Opening as always with Clover’s introduction, I was quickly reminded why I love Studio Kokoro classes so much. Always a friendly space and a diverse range of topics, each class I have attended has been different but also somewhat familiar, helping to push my understanding.

After introducing Soptik and Ravi the class began with Soptik delivering a quick agenda of what to expect in the presentation section, which was to be followed with a demonstration of this style of tying. Immediately it was clear a great deal of through had been put into structing the presentation so as to get us, the students, to reflect on our own thoughts, perspectives and opinions on why we tie, what we aim to achieve and how that can be done.
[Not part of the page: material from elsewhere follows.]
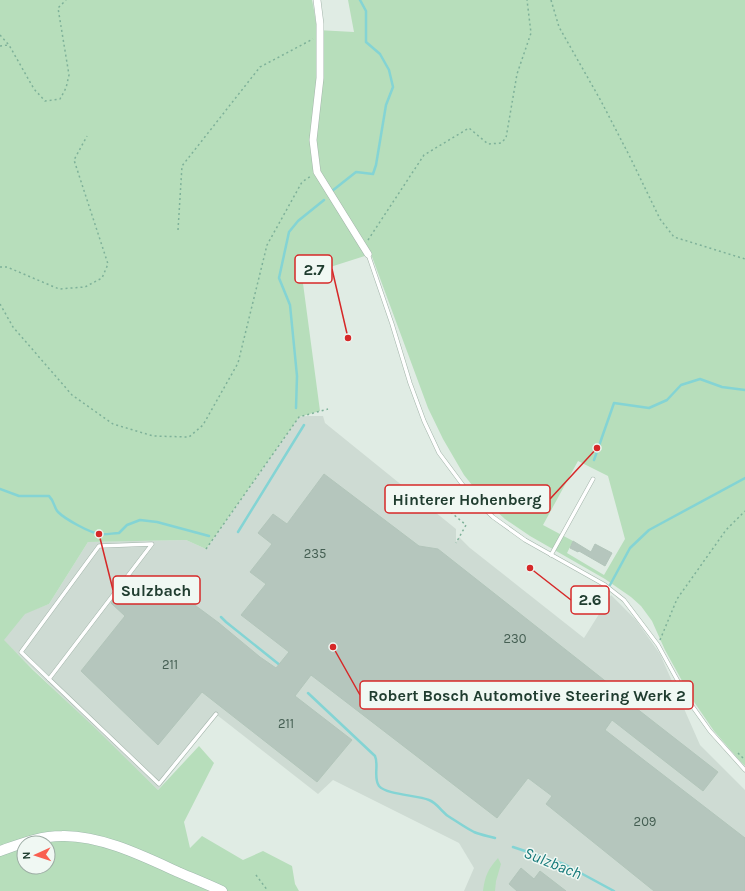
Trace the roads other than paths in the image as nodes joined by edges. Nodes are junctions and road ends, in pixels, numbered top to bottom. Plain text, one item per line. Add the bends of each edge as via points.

Initially Soptik introduced the concept of tying for his pleasure, that as a rigger we aim to stimulate ourselves, be that mentally, emotionally, physically or sexually, through our rope, which we achieve through the union of the rope and our model. In doing so we invite our models to submit to us, to let go their own desires and to trust in ours, giving them the space to experience our desires fully. Soptik built upon this to explore why we take the freedom from our partners, to which Ravi offered a perspective I as a Top probably hadn’t given too much consideration to. Ravi described that in rope she offers the authority and autonomy of her body to someone else and this act is in itself a form of freedom, that releases one from the need to make their own choices and to trust in the choices of others, while still maintaining her boundaries and having her consent respected.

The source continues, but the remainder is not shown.